SOURCE DATA below:
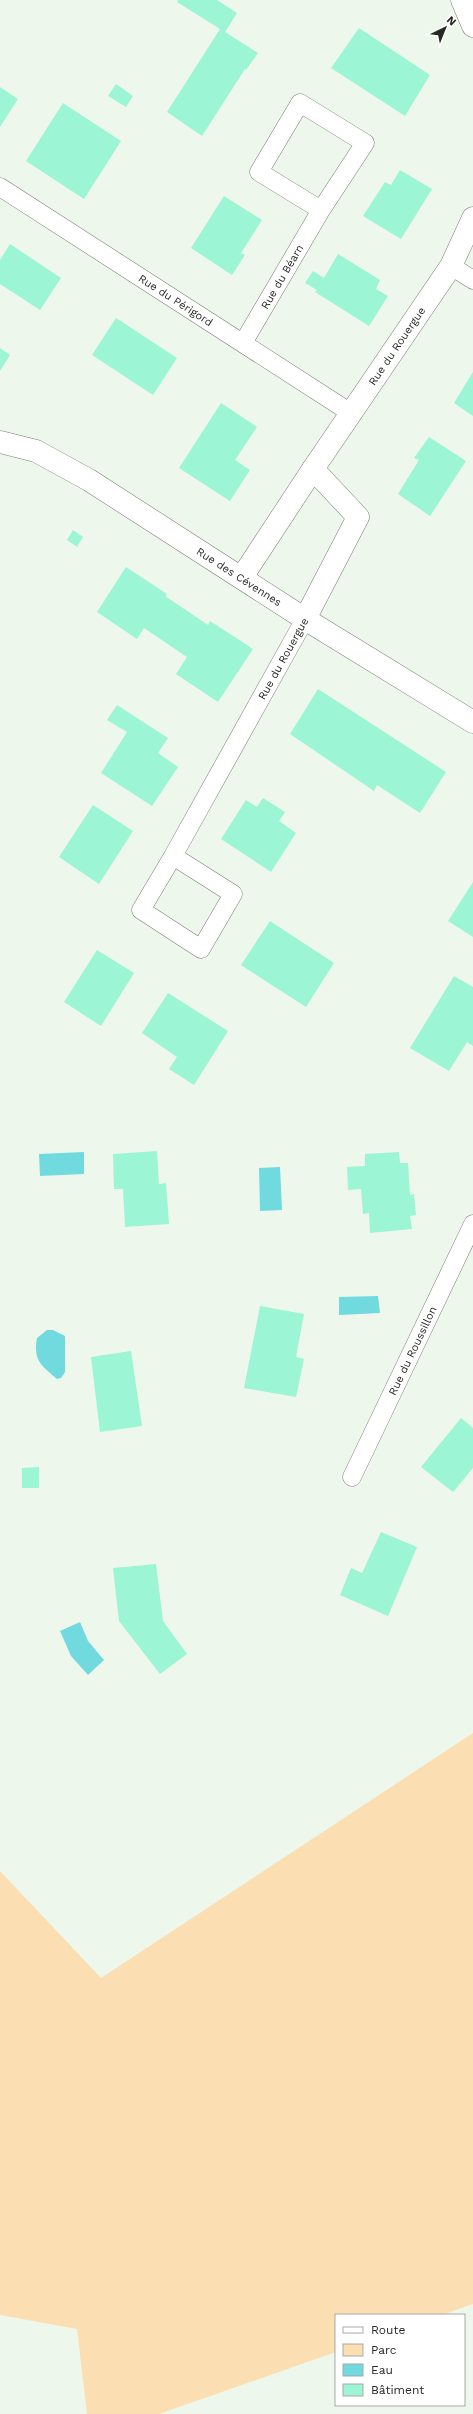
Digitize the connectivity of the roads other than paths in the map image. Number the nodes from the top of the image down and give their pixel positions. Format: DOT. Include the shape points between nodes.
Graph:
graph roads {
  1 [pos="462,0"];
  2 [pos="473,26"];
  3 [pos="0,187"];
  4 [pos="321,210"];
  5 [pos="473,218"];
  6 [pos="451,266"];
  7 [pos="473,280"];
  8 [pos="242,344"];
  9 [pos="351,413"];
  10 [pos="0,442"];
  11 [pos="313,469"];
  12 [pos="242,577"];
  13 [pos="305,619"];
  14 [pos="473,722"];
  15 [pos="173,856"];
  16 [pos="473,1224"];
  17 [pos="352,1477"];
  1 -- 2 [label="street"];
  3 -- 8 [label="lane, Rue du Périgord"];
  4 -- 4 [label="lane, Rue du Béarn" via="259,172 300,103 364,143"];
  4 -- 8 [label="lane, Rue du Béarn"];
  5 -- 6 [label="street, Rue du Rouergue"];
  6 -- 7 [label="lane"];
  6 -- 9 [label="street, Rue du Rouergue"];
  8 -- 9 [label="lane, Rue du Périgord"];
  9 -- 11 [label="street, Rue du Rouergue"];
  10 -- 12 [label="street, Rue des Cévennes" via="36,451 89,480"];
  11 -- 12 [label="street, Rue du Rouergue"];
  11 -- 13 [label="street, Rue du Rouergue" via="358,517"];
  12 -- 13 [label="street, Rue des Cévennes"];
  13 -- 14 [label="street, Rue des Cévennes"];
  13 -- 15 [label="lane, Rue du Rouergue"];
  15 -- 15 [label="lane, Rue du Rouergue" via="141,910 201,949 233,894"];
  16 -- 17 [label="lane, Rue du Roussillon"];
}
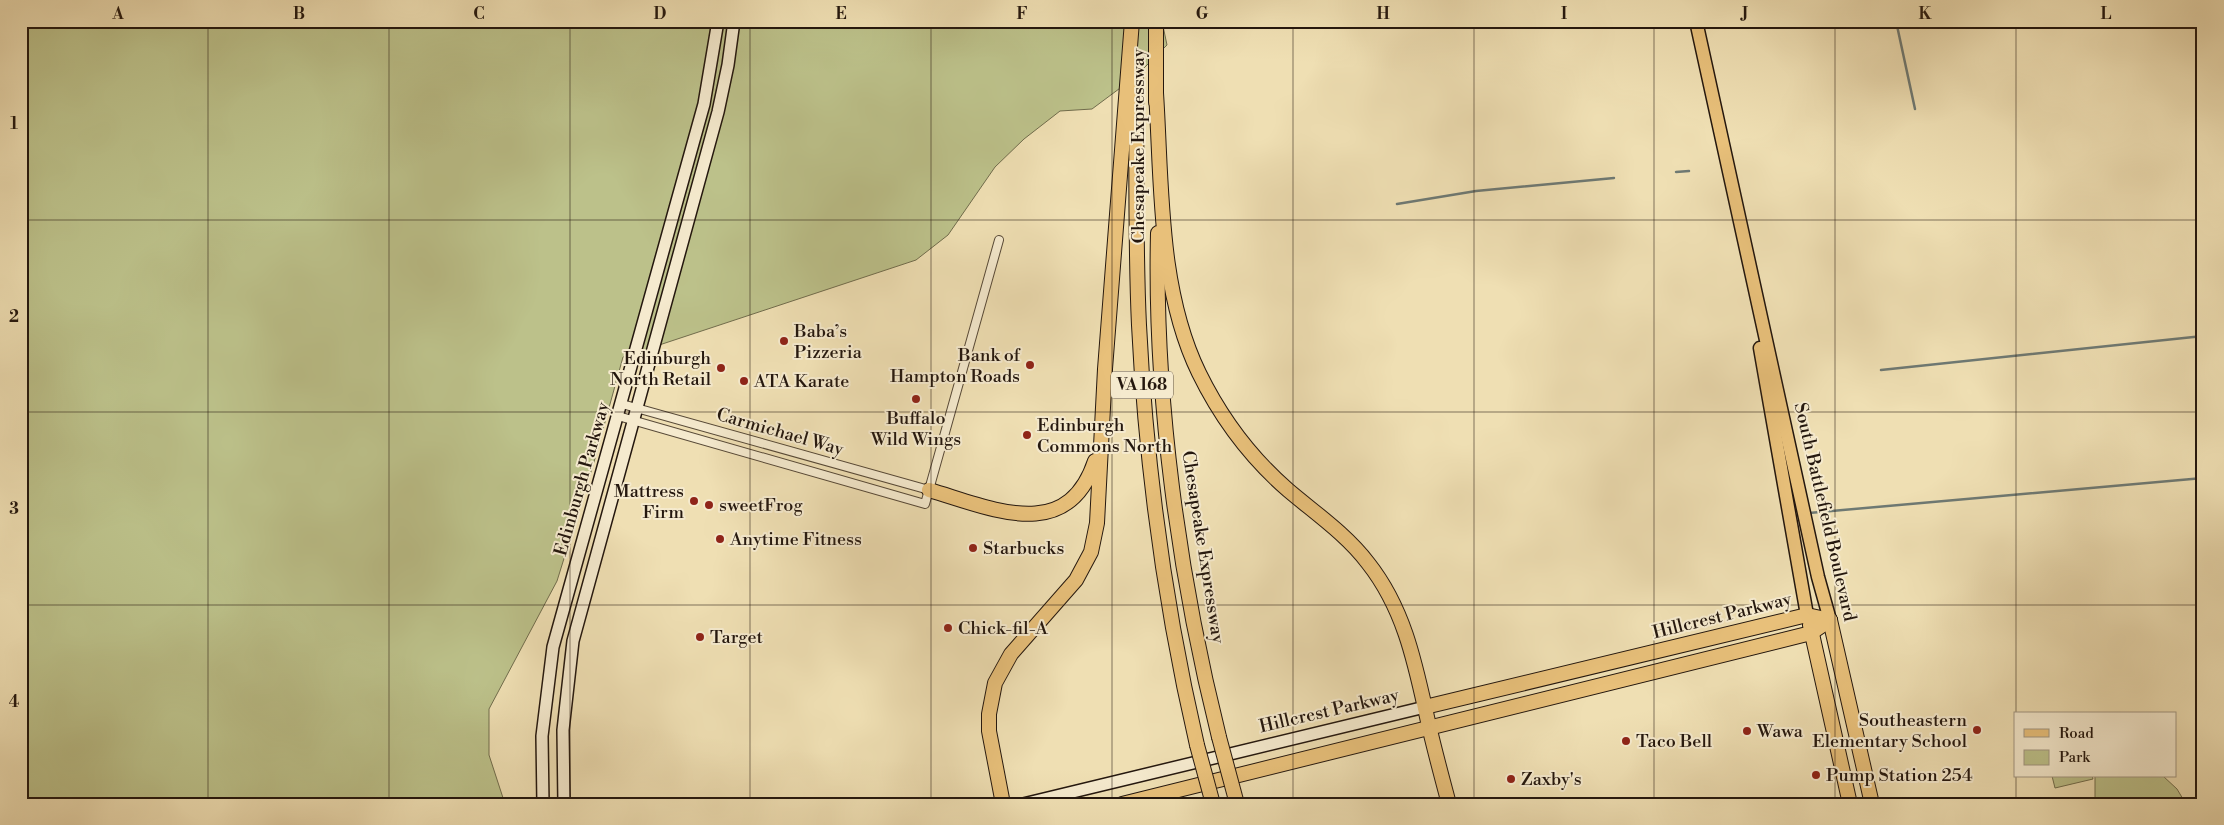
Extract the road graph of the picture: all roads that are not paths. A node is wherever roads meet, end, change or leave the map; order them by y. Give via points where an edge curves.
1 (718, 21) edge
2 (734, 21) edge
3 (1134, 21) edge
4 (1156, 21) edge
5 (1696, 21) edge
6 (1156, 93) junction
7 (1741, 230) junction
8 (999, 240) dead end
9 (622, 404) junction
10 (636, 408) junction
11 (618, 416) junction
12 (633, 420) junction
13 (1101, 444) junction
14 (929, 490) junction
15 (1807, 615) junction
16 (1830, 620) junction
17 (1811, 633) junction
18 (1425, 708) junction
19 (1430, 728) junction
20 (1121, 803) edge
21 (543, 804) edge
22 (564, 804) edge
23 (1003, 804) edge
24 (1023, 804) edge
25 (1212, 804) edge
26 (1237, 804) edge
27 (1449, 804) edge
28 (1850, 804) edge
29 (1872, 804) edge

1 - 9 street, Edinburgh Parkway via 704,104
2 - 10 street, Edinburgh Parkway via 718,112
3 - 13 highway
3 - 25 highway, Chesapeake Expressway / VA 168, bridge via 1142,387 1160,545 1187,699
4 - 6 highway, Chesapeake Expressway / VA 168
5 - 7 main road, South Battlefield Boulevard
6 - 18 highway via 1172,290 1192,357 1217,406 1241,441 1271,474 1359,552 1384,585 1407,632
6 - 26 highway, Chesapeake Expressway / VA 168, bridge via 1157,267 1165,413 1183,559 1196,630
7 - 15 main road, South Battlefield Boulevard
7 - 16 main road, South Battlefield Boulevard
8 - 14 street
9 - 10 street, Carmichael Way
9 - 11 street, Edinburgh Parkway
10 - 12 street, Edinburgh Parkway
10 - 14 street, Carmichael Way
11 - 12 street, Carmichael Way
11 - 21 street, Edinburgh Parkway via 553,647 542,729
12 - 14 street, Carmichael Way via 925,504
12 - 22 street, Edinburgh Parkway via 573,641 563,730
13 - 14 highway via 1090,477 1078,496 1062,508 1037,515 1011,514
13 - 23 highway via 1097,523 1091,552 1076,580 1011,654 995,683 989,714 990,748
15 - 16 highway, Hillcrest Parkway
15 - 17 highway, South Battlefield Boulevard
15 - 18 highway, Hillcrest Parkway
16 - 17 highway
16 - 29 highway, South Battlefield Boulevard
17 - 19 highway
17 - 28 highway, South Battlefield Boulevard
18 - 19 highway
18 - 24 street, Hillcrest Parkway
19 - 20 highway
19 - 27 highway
End of SOURCE DATA.
*WHAT TO DO*. Within the records above, determine the number of lines that hold the word "points" and return only that value.

*ANSWER AREA*. 2